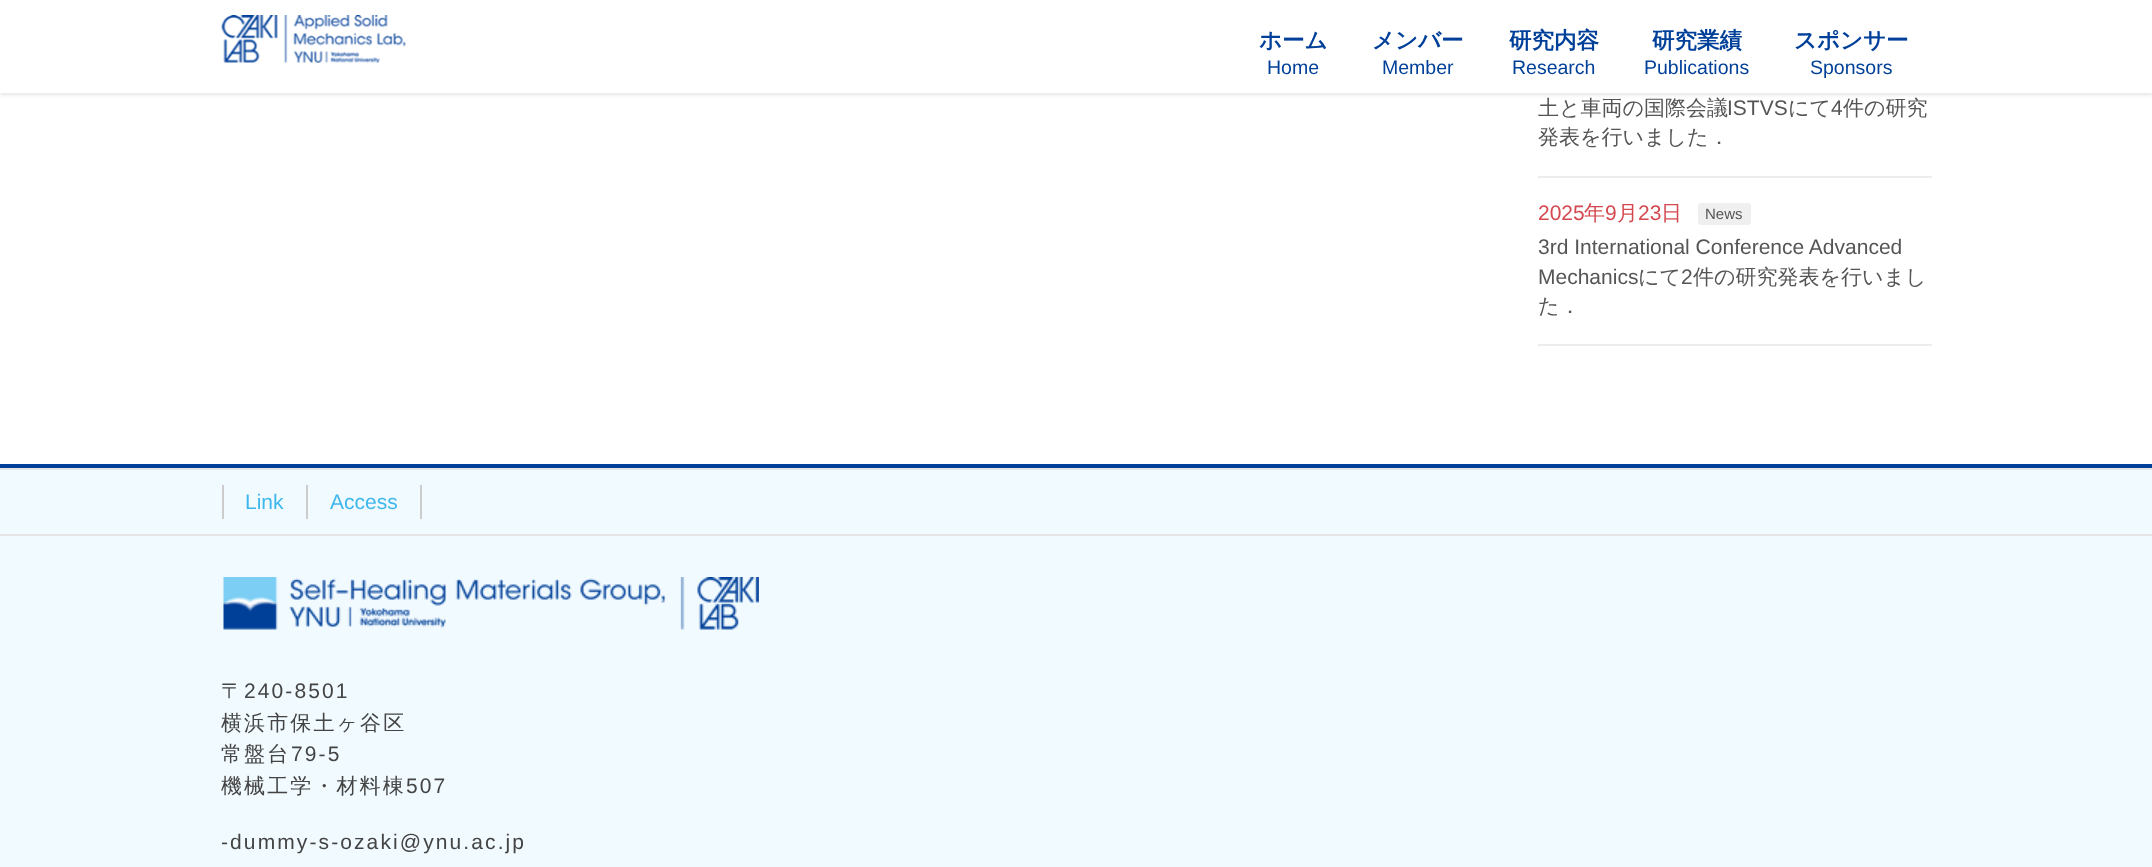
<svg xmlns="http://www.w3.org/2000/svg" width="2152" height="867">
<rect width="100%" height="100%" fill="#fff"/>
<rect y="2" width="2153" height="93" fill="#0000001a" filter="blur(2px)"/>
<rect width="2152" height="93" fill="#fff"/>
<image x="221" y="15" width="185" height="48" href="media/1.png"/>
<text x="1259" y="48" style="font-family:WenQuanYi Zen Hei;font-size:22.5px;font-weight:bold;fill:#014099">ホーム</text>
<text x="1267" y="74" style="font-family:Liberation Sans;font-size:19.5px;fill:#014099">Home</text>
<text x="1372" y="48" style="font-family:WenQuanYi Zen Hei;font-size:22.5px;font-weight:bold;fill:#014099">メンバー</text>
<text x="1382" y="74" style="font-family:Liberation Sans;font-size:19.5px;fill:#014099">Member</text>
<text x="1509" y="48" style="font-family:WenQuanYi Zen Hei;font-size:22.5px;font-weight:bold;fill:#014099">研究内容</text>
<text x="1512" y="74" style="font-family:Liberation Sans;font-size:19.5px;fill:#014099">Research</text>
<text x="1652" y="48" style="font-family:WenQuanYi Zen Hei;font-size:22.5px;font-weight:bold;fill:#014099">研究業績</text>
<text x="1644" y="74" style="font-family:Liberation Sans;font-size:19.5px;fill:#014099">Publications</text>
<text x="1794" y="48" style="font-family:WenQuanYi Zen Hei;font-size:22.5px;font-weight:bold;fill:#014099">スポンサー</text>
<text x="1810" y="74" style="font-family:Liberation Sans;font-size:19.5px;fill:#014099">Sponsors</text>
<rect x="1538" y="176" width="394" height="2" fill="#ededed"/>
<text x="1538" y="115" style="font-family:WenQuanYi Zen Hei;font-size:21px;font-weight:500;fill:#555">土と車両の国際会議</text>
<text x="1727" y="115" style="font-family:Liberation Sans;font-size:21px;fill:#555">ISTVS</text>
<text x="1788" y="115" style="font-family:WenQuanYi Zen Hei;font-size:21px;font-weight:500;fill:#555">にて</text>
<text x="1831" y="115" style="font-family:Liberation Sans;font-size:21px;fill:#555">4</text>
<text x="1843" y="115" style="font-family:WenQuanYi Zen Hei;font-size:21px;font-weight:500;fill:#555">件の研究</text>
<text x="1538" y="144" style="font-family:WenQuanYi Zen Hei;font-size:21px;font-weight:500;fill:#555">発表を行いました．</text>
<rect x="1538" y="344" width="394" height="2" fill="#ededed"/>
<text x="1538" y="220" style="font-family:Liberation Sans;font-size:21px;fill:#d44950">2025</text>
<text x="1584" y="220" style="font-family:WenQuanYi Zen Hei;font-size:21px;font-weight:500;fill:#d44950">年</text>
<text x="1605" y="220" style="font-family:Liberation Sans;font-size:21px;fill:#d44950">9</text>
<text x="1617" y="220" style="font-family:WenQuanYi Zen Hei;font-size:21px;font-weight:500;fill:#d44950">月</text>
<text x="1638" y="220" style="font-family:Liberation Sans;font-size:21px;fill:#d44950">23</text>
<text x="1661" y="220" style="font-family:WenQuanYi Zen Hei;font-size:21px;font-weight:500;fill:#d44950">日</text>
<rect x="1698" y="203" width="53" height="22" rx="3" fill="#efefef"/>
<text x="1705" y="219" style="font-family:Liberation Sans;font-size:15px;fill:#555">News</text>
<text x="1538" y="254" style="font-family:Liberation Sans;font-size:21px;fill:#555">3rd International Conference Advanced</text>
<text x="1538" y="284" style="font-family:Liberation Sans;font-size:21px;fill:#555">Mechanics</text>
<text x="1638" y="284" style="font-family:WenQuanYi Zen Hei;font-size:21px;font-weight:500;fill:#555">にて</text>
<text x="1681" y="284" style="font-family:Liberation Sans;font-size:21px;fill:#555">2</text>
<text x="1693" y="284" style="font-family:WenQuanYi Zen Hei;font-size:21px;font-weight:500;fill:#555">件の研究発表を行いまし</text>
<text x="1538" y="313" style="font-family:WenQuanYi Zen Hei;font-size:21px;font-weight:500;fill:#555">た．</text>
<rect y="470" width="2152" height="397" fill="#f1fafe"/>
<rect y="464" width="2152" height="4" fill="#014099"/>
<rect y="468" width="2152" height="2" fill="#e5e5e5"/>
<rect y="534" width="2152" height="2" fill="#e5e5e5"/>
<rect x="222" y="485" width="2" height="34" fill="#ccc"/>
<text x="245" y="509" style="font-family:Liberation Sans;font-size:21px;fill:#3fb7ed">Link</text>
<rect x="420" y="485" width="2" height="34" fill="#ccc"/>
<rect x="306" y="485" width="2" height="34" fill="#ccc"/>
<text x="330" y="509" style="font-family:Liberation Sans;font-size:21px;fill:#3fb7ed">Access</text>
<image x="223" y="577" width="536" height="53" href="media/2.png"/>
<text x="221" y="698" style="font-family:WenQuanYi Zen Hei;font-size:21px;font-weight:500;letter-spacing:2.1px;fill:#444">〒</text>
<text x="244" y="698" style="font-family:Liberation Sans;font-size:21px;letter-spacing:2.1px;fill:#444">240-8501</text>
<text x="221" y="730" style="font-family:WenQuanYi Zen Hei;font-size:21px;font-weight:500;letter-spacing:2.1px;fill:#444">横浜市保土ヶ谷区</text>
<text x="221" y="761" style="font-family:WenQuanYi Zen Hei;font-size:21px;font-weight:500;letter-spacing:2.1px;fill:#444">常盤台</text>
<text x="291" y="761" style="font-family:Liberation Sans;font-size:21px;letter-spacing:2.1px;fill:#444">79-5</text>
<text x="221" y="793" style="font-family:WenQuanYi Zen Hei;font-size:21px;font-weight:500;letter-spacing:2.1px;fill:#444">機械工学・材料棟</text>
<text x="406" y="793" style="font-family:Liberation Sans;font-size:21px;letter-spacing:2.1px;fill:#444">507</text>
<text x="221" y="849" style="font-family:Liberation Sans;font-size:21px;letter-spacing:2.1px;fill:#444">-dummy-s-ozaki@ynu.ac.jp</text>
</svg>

Task statement:
Gather and copy every line of the data in which the string "ededed" is found.

Response:
<rect x="1538" y="176" width="394" height="2" fill="#ededed"/>
<rect x="1538" y="344" width="394" height="2" fill="#ededed"/>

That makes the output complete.